# To do:
How many of the lines below have "junction" in them? Say the number and nothing more.

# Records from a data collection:
****************************************
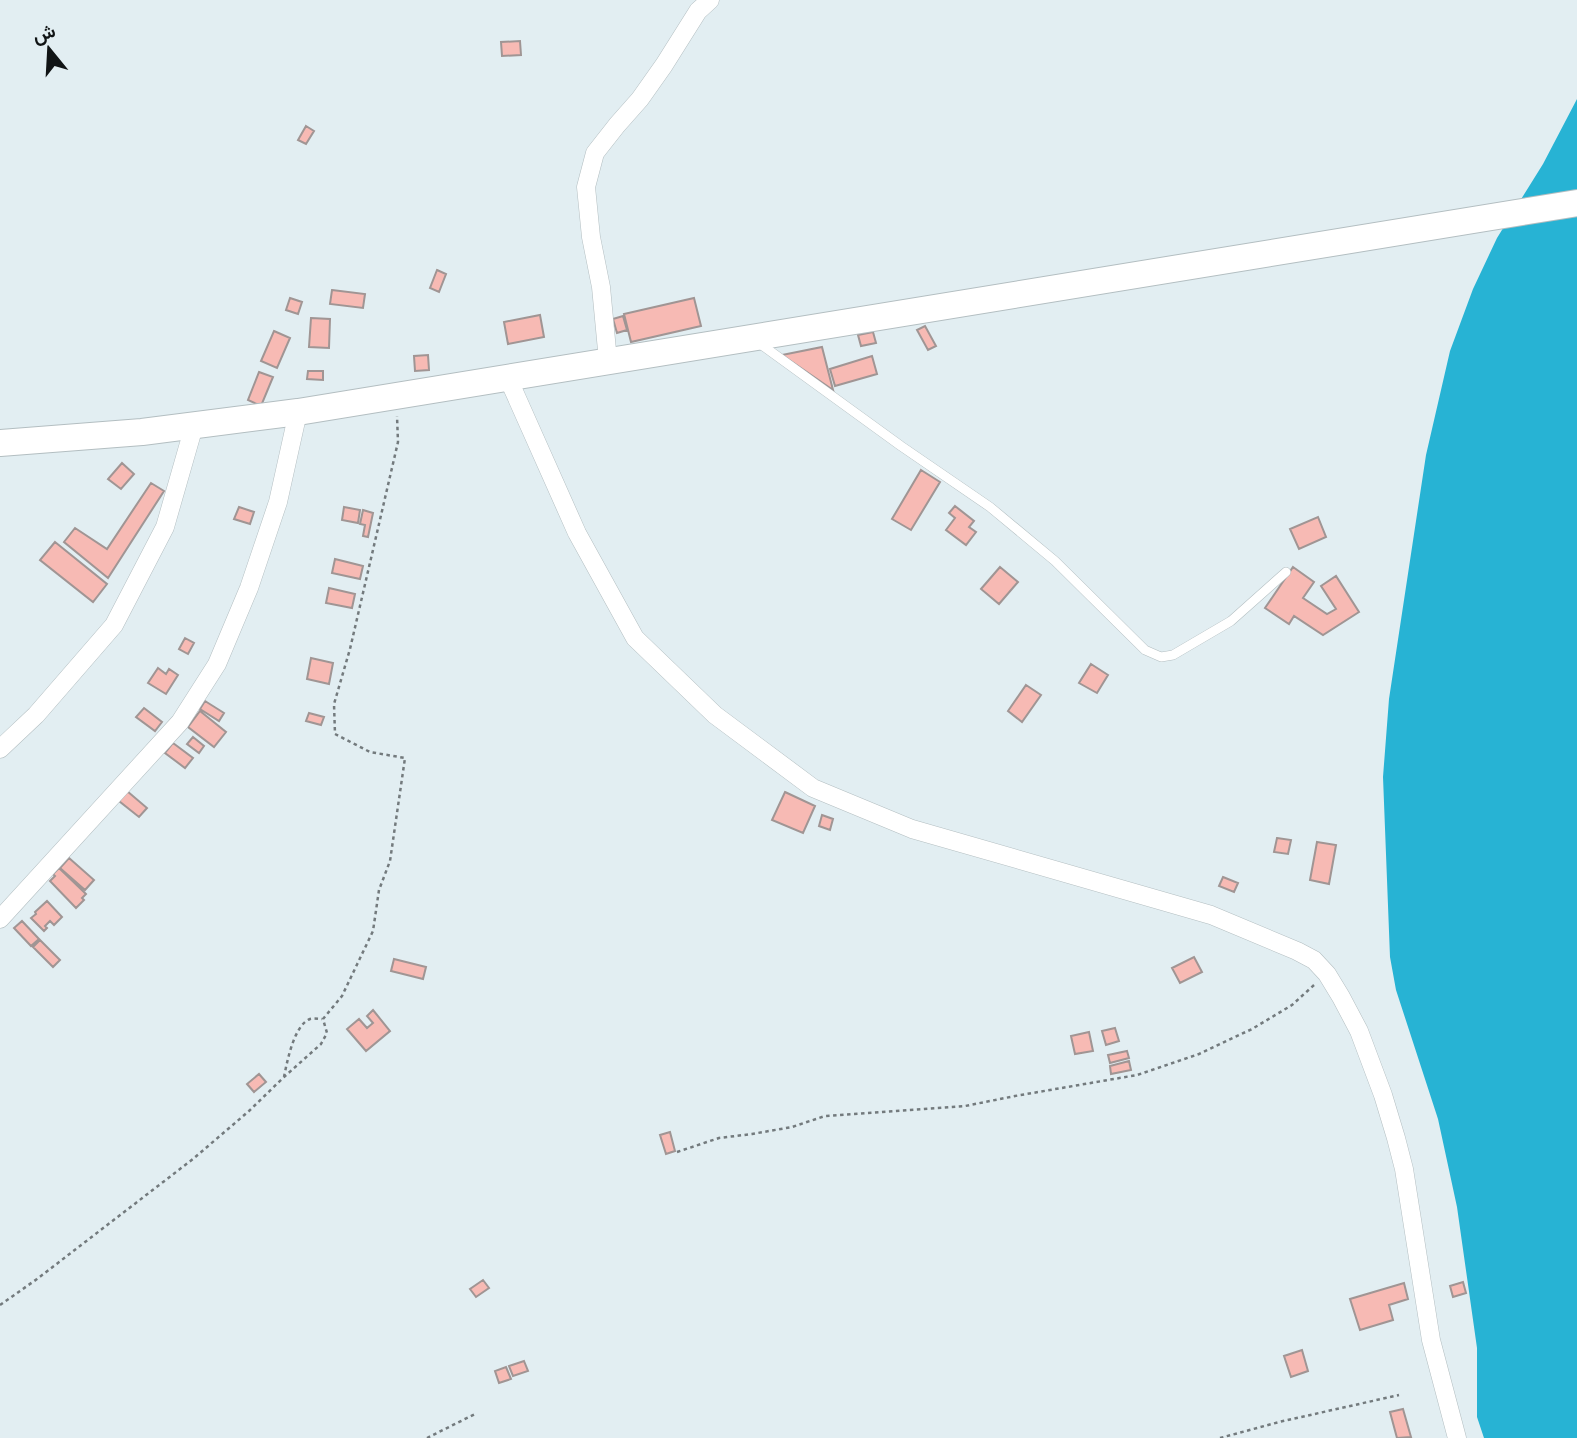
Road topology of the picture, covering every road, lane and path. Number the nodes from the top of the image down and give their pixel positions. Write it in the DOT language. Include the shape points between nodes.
graph roads {
  1 [pos="710,0"];
  2 [pos="1577,203"];
  3 [pos="752,338"];
  4 [pos="608,361"];
  5 [pos="508,378"];
  6 [pos="395,396"];
  7 [pos="298,412"];
  8 [pos="194,426"];
  9 [pos="0,443"];
  10 [pos="1286,572"];
  11 [pos="0,749"];
  12 [pos="0,919"];
  13 [pos="1327,974"];
  14 [pos="323,1019"];
  15 [pos="284,1077"];
  16 [pos="677,1152"];
  17 [pos="0,1305"];
  18 [pos="1399,1395"];
  19 [pos="475,1414"];
  20 [pos="427,1438"];
  21 [pos="1220,1438"];
  22 [pos="1457,1438"];
  1 -- 4 [label="street" via="640,99 595,153 586,187"];
  2 -- 3 [label="main road"];
  3 -- 4 [label="main road"];
  3 -- 10 [label="lane" via="990,507 1055,561 1152,654 1173,655 1231,621"];
  4 -- 5 [label="main road"];
  5 -- 6 [label="main road"];
  5 -- 13 [label="street" via="576,533 635,638 715,715 813,788 912,829 1211,915 1297,951"];
  6 -- 7 [label="main road"];
  6 -- 14 [label="path" via="398,442 334,704 335,734 370,752 405,758 390,861 379,890 373,931 342,996"];
  7 -- 8 [label="main road"];
  7 -- 12 [label="street" via="278,502 218,664 180,722"];
  8 -- 9 [label="main road"];
  8 -- 11 [label="street" via="165,527 114,625"];
  13 -- 16 [label="path" via="1292,1006 1252,1029 1199,1054 1137,1075 965,1106 825,1116 792,1127 719,1138"];
  13 -- 22 [label="street" via="1359,1031 1396,1138 1432,1340"];
  14 -- 15 [label="path" via="327,1033 321,1044"];
  14 -- 15 [label="path" via="310,1019 303,1025 291,1044"];
  15 -- 17 [label="path" via="193,1159"];
  18 -- 21 [label="path"];
  19 -- 20 [label="path"];
}
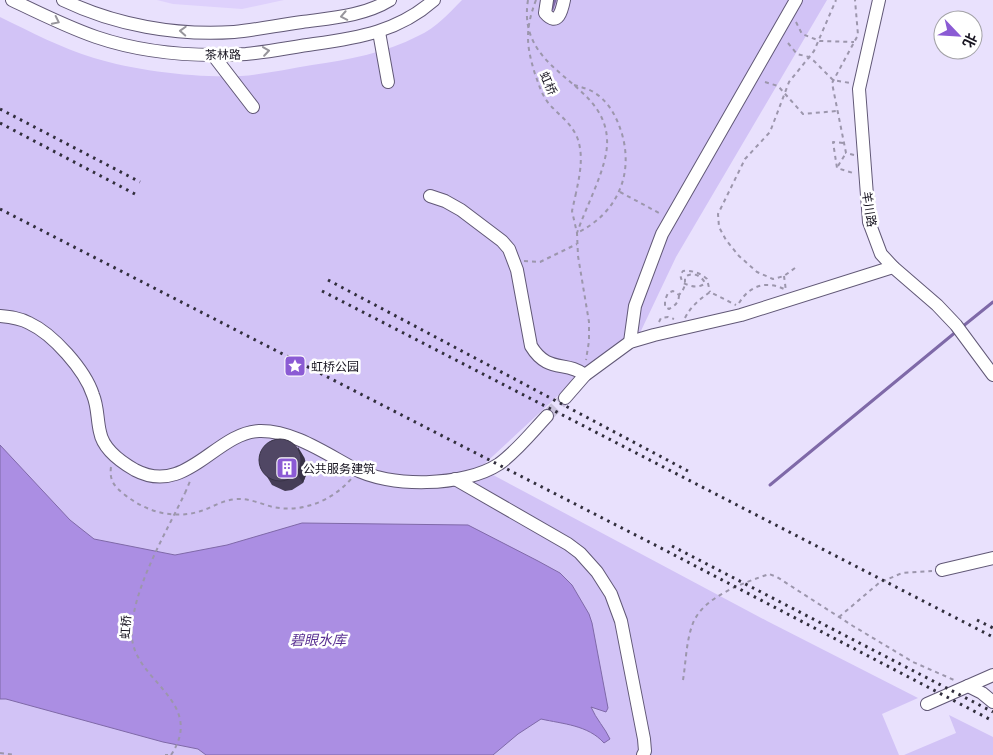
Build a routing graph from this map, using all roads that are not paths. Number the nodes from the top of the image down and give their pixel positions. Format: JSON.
{"nodes":[{"id":1,"x":12,"y":0,"type":"edge"},
{"id":2,"x":63,"y":0,"type":"edge"},
{"id":3,"x":390,"y":0,"type":"edge"},
{"id":4,"x":434,"y":0,"type":"edge"},
{"id":5,"x":547,"y":0,"type":"edge"},
{"id":6,"x":564,"y":0,"type":"edge"},
{"id":7,"x":796,"y":0,"type":"edge"},
{"id":8,"x":879,"y":0,"type":"edge"},
{"id":9,"x":379,"y":32,"type":"junction"},
{"id":10,"x":213,"y":55,"type":"junction"},
{"id":11,"x":388,"y":82,"type":"dead end"},
{"id":12,"x":253,"y":107,"type":"dead end"},
{"id":13,"x":430,"y":196,"type":"dead end"},
{"id":14,"x":893,"y":267,"type":"junction"},
{"id":15,"x":0,"y":316,"type":"edge"},
{"id":16,"x":630,"y":342,"type":"junction"},
{"id":17,"x":585,"y":375,"type":"junction"},
{"id":18,"x":993,"y":375,"type":"edge"},
{"id":19,"x":565,"y":398,"type":"tunnel mouth"},
{"id":20,"x":547,"y":416,"type":"tunnel mouth"},
{"id":21,"x":455,"y":480,"type":"junction"},
{"id":22,"x":993,"y":558,"type":"edge"},
{"id":23,"x":942,"y":570,"type":"road end"},
{"id":24,"x":993,"y":675,"type":"edge"},
{"id":25,"x":968,"y":686,"type":"junction"},
{"id":26,"x":993,"y":702,"type":"edge"},
{"id":27,"x":927,"y":704,"type":"dead end"},
{"id":28,"x":643,"y":755,"type":"edge"}],
"edges":[{"from":1,"to":10,"type":"street","name":"茶林路","one_way":true},
{"from":3,"to":2,"type":"street","name":"茶林路","one_way":true},
{"from":4,"to":9,"type":"street","name":"茶林路"},
{"from":5,"to":6,"type":"street"},
{"from":7,"to":16,"type":"street"},
{"from":8,"to":14,"type":"street","name":"羊川路"},
{"from":10,"to":9,"type":"street","name":"茶林路","one_way":true},
{"from":9,"to":11,"type":"street"},
{"from":10,"to":12,"type":"street"},
{"from":13,"to":17,"type":"street"},
{"from":14,"to":16,"type":"street"},
{"from":14,"to":18,"type":"street","name":"羊川路"},
{"from":15,"to":21,"type":"street"},
{"from":16,"to":17,"type":"street"},
{"from":17,"to":19,"type":"street"},
{"from":20,"to":21,"type":"street"},
{"from":21,"to":28,"type":"street"},
{"from":22,"to":23,"type":"street"},
{"from":24,"to":25,"type":"street"},
{"from":25,"to":26,"type":"street"},
{"from":25,"to":27,"type":"street"}]}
****************************************
# Solution to this task:
7